- **YOUR INSTRUCTIONS**: What is needed is the number of lines in the data below that include "Madison", stated by itself.

- **EXTRACTED MATERIAL**:
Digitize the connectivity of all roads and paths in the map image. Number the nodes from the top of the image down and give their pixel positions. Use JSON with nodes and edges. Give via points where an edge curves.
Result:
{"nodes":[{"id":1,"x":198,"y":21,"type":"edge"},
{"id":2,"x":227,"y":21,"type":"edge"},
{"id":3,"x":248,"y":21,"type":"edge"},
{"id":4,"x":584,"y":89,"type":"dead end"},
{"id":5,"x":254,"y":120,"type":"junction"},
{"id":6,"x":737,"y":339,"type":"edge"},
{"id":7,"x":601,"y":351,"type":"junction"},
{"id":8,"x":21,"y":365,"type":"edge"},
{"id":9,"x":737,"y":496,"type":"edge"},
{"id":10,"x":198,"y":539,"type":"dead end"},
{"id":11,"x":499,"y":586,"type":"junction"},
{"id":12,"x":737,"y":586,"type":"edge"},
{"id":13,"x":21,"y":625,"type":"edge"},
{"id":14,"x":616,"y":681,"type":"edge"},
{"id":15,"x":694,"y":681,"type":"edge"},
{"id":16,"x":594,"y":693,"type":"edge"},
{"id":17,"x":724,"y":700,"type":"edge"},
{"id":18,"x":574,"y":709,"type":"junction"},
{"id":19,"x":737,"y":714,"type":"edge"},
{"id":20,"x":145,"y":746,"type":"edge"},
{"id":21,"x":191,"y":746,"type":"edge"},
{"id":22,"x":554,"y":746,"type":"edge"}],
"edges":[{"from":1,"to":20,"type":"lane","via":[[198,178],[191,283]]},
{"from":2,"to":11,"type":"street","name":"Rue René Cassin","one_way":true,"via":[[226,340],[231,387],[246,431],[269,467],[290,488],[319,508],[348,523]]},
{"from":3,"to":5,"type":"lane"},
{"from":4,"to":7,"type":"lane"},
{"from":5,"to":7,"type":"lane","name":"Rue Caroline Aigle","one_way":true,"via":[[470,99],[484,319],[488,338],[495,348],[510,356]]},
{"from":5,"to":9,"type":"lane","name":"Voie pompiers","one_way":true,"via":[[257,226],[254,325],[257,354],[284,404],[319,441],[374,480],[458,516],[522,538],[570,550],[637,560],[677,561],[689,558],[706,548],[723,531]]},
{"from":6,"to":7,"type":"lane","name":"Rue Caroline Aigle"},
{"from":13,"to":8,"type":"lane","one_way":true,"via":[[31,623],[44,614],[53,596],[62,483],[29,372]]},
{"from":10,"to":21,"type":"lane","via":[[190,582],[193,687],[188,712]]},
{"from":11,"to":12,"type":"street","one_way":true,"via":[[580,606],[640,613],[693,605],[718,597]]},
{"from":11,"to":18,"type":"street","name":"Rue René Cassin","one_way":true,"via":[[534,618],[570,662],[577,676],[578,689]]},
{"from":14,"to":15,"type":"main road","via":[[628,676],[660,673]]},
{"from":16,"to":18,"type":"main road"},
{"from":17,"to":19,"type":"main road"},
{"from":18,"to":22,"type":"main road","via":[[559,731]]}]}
---
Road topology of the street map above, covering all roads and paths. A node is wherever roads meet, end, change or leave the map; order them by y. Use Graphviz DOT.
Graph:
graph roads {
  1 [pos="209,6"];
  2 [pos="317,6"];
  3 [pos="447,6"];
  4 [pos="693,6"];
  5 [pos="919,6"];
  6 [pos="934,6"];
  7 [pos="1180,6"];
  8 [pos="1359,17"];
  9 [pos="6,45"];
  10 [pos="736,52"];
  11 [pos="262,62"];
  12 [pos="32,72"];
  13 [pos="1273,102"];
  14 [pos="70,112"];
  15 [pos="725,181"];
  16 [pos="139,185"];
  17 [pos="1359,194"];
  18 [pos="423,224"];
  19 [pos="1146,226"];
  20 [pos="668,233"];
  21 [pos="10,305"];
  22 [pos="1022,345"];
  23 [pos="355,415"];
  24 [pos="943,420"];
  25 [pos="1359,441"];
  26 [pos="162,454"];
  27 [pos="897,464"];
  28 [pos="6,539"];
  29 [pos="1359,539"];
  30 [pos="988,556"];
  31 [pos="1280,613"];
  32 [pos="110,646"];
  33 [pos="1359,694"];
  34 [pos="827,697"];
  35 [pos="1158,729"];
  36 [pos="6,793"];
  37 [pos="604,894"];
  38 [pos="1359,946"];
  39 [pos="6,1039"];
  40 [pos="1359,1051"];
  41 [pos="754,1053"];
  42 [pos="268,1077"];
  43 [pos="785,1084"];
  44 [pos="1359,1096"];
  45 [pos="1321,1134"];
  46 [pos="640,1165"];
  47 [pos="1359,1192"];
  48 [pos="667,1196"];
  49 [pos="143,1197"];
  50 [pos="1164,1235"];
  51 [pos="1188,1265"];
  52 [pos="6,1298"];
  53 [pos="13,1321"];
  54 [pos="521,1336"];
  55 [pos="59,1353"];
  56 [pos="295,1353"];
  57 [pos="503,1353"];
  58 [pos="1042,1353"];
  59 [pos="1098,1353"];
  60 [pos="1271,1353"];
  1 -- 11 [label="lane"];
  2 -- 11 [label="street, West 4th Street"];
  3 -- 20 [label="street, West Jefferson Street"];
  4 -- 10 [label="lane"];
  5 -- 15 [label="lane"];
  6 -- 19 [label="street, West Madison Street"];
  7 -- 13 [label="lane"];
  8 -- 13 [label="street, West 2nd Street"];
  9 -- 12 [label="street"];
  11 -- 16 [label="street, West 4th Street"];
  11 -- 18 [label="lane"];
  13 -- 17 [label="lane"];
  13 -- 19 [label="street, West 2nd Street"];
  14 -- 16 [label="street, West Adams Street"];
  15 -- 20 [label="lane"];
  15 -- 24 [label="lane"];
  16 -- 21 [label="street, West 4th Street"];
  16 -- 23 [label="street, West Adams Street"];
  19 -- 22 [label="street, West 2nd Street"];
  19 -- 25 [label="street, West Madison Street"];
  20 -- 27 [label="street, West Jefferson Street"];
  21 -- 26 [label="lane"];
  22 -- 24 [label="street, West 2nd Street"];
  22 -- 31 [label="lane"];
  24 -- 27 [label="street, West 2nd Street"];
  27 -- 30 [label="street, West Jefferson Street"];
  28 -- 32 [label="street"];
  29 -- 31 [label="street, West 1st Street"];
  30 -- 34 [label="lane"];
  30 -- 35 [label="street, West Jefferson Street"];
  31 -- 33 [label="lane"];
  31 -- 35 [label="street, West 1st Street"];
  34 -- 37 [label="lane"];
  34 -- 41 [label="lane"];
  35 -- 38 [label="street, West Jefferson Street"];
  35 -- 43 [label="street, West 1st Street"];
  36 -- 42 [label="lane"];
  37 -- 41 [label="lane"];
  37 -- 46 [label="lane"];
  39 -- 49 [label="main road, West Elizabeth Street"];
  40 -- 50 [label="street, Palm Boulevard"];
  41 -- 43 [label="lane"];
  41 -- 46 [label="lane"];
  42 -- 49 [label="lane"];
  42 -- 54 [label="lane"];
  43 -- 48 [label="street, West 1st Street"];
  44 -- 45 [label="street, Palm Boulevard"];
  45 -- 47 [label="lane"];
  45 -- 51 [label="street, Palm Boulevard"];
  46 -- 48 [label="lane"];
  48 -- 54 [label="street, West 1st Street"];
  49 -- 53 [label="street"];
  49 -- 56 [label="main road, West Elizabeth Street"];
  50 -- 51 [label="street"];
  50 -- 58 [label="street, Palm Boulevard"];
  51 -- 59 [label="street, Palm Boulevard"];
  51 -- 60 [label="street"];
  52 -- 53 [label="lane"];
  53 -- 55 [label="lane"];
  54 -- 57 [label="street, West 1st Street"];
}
* * *
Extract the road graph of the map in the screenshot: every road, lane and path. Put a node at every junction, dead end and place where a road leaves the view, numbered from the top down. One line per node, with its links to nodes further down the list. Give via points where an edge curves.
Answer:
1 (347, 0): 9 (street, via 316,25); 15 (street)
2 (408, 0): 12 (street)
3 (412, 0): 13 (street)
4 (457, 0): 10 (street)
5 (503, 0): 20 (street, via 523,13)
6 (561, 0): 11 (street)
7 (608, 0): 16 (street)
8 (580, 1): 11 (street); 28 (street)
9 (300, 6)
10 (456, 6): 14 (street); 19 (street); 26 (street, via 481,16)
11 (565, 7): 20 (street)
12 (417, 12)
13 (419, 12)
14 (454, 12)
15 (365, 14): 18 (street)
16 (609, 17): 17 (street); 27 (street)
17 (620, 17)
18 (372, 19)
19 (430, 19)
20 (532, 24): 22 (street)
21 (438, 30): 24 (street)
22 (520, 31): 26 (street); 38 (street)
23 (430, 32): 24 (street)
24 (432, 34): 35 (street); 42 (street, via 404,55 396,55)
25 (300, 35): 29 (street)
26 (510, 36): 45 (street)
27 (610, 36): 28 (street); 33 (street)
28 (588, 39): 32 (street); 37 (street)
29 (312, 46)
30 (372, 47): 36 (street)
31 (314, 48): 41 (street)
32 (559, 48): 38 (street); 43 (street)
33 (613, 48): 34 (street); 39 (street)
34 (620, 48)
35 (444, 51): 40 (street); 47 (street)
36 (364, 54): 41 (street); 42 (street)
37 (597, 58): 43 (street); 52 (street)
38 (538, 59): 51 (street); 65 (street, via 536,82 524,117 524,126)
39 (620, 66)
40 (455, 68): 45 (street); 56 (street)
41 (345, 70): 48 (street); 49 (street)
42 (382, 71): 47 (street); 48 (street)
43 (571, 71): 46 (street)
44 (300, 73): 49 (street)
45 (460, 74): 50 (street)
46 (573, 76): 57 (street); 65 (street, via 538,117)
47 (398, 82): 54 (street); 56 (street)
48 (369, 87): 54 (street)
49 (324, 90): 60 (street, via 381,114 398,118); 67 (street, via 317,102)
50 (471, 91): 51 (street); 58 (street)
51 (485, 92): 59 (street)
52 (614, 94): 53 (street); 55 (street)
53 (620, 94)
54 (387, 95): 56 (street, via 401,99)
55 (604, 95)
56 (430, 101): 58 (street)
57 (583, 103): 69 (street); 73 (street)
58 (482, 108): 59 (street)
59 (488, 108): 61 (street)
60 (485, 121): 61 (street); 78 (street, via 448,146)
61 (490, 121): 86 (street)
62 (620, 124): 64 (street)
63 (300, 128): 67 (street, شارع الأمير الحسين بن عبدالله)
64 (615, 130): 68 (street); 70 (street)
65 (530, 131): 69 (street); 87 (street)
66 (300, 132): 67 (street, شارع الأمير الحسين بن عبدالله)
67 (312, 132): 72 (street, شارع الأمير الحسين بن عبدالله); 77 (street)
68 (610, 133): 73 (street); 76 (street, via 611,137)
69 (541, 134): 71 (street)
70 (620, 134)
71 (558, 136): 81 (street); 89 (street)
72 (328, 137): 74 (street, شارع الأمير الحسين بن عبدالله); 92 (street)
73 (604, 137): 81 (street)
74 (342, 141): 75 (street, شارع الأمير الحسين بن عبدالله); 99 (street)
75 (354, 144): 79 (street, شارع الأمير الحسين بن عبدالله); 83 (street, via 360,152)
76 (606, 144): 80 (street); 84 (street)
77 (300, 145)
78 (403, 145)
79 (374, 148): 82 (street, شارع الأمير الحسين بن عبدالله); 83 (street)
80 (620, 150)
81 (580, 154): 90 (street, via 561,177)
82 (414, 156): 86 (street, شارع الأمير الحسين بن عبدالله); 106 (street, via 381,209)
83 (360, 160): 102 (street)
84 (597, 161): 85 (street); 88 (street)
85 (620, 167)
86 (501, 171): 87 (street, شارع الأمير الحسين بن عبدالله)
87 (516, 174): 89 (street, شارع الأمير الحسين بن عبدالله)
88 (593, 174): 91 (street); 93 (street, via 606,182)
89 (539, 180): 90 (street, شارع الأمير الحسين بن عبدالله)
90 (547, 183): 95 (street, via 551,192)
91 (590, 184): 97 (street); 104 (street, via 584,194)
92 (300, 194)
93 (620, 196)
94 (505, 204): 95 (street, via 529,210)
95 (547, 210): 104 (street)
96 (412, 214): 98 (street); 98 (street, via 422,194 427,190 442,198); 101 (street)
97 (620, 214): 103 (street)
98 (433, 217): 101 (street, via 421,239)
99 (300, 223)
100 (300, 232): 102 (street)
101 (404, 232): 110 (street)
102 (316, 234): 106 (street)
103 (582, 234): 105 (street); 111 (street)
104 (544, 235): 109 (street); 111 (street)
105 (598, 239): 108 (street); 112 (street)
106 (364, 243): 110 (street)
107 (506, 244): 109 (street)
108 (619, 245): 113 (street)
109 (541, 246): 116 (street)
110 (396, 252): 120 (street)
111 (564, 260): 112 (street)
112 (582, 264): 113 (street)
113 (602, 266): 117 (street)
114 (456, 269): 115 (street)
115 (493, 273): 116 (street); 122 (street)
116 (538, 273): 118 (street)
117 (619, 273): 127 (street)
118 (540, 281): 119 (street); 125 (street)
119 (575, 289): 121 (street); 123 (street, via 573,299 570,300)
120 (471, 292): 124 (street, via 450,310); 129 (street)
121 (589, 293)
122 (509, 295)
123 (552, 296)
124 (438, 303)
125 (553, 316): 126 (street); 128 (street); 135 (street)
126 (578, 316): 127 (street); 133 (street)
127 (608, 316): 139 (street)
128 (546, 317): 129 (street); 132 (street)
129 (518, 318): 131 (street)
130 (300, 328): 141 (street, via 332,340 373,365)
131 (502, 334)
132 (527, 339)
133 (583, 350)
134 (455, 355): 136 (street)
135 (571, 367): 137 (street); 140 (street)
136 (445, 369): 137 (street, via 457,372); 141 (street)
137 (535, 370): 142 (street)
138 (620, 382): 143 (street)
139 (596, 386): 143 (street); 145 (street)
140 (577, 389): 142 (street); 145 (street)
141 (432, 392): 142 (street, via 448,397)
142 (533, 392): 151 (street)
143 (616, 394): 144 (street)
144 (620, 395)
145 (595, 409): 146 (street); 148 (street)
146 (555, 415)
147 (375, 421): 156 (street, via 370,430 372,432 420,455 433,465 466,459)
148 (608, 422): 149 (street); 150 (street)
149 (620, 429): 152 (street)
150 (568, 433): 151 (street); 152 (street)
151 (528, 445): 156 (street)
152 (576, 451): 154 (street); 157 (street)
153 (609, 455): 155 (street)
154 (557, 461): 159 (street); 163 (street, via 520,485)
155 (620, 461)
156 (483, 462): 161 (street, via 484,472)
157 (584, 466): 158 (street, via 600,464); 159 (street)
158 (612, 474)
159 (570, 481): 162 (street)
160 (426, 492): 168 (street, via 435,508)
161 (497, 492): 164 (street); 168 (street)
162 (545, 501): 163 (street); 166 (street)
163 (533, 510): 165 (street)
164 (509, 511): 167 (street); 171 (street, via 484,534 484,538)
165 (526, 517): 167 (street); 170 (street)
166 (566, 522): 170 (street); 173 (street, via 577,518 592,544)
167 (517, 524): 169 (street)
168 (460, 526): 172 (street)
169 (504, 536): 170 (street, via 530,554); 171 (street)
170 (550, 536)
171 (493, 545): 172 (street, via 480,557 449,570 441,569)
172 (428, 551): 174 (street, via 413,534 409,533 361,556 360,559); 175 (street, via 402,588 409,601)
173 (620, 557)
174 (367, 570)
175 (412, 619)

- **YOUR RESPONSE**: 2